**Task to complete:**
Using the data below, gather each line that includes the word "EULENWEG".

[Opening Records for this exercise section]

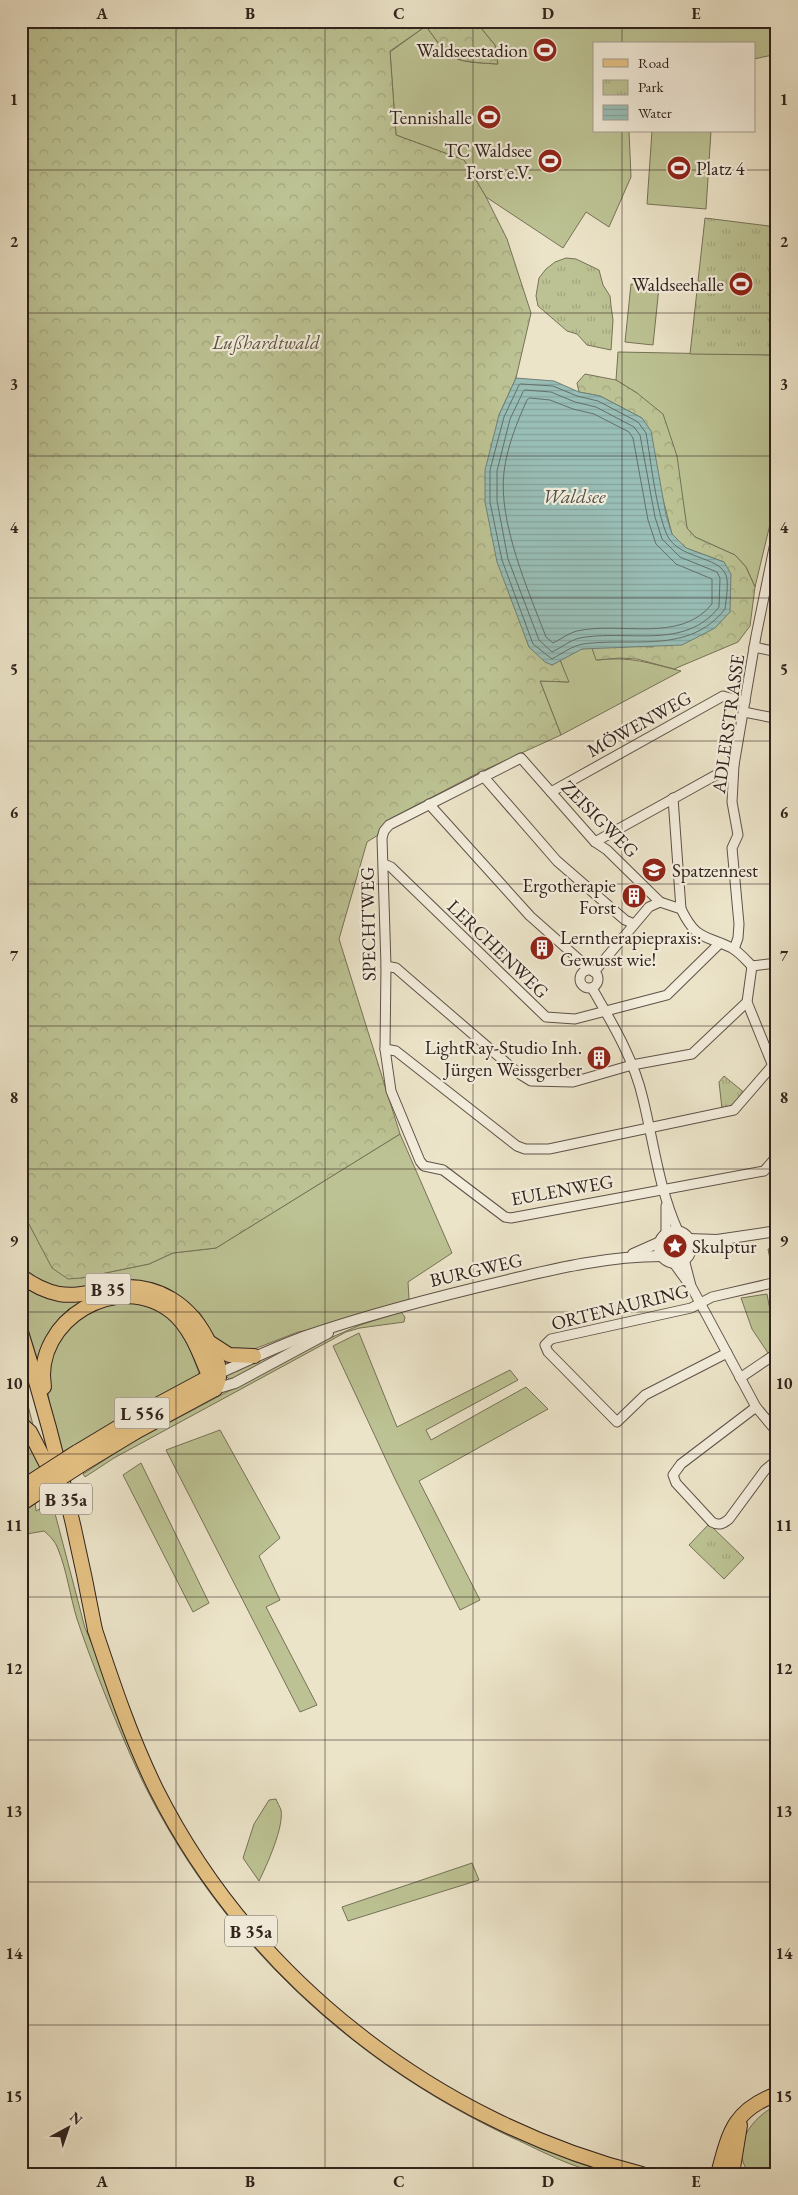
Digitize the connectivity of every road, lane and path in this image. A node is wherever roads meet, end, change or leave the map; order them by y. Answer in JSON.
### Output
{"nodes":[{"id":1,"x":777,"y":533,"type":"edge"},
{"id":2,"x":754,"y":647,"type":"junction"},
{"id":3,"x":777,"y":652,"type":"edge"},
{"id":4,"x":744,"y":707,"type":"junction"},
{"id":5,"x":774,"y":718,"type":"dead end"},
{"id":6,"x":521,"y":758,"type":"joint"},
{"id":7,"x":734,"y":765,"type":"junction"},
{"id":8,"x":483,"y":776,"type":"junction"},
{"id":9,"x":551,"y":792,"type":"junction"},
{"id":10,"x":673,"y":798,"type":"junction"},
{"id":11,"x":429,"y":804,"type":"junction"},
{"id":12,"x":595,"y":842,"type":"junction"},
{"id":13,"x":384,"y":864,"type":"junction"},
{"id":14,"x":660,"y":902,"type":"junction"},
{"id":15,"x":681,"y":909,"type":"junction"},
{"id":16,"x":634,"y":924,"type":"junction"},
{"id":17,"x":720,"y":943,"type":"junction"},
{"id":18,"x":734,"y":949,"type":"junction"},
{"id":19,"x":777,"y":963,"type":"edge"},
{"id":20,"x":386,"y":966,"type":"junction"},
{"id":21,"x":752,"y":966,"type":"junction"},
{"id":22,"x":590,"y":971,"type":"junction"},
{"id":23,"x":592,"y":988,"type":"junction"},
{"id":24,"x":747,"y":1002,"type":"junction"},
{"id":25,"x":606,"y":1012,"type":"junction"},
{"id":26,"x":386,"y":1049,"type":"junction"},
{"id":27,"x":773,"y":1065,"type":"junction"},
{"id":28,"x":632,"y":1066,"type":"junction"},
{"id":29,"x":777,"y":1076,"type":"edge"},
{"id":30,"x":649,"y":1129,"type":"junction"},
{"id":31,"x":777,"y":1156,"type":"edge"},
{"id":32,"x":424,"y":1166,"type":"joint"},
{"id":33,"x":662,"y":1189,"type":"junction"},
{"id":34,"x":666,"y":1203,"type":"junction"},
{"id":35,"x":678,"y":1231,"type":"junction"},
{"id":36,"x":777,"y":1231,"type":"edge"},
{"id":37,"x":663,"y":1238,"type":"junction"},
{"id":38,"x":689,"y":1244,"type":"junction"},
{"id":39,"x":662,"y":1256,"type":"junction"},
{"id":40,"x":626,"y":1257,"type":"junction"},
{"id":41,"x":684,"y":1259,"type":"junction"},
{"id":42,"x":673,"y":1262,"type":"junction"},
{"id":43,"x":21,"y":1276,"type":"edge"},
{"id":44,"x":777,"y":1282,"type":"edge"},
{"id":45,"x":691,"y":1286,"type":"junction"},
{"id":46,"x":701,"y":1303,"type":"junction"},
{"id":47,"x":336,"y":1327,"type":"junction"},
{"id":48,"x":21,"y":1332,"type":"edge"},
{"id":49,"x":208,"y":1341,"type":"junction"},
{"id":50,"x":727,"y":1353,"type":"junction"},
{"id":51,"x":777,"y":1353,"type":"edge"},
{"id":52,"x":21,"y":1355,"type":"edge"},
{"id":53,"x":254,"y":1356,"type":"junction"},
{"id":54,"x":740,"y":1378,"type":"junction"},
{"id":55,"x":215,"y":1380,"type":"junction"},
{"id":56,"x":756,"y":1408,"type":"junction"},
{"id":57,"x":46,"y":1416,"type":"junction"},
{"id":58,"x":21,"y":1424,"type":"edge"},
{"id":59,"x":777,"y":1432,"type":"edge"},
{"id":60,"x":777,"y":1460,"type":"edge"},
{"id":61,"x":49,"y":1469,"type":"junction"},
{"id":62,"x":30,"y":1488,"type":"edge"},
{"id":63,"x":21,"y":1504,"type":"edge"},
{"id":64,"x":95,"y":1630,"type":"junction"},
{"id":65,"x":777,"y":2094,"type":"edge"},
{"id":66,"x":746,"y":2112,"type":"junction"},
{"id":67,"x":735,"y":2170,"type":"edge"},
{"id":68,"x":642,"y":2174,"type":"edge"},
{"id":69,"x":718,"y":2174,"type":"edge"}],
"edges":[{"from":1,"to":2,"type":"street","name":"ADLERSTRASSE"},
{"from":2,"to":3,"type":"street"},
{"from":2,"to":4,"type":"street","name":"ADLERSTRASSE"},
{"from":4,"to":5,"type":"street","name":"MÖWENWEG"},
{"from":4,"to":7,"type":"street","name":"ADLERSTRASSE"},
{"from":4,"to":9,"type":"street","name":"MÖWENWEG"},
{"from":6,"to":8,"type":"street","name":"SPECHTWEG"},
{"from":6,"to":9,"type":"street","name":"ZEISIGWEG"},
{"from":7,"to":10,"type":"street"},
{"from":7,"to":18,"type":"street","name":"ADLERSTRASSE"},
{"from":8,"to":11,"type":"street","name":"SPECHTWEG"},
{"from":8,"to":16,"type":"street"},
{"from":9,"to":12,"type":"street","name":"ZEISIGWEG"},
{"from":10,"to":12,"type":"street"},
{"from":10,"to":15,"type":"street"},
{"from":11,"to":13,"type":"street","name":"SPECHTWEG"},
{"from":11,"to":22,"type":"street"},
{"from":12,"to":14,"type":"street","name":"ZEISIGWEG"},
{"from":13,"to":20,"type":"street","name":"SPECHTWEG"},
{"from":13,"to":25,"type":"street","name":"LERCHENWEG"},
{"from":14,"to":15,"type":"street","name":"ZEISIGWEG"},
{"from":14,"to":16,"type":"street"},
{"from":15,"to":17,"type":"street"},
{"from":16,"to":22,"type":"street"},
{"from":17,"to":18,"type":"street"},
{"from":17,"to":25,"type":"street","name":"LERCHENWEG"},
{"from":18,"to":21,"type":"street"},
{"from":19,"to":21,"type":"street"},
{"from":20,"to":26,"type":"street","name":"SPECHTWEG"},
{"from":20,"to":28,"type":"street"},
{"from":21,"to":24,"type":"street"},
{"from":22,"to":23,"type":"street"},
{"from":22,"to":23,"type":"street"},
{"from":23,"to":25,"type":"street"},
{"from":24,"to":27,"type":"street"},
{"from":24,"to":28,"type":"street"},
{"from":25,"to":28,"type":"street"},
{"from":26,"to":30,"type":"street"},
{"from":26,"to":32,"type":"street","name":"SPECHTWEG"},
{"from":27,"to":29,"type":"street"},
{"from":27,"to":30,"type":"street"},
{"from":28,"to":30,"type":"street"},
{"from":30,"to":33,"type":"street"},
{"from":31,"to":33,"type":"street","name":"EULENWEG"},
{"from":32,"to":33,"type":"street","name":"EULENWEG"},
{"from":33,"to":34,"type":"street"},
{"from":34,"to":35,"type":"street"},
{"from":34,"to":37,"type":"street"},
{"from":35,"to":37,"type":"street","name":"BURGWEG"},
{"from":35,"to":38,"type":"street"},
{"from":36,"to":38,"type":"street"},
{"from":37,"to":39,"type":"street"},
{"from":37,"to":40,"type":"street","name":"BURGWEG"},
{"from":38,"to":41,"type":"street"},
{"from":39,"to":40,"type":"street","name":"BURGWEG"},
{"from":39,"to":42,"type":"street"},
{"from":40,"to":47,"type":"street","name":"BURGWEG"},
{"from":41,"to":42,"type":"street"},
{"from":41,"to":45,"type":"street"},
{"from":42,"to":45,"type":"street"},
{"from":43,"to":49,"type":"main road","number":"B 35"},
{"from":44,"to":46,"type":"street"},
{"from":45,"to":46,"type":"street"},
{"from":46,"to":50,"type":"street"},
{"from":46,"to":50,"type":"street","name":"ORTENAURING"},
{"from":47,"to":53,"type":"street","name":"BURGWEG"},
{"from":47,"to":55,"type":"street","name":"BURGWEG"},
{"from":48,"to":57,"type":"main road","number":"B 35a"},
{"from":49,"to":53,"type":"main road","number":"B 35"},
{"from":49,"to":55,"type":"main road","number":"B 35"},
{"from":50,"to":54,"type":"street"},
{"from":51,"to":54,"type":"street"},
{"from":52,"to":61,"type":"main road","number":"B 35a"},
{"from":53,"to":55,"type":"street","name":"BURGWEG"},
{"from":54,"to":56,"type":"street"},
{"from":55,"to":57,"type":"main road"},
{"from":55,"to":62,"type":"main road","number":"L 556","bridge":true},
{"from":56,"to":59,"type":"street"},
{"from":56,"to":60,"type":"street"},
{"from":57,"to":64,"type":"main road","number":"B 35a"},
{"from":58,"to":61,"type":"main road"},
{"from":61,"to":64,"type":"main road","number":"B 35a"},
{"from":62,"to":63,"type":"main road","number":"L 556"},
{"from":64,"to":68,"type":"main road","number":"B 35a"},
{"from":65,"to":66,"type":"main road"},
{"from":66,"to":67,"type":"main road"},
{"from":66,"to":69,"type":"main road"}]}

[Closing Records for this exercise section]

**Exercise output:**
{"from":31,"to":33,"type":"street","name":"EULENWEG"},
{"from":32,"to":33,"type":"street","name":"EULENWEG"},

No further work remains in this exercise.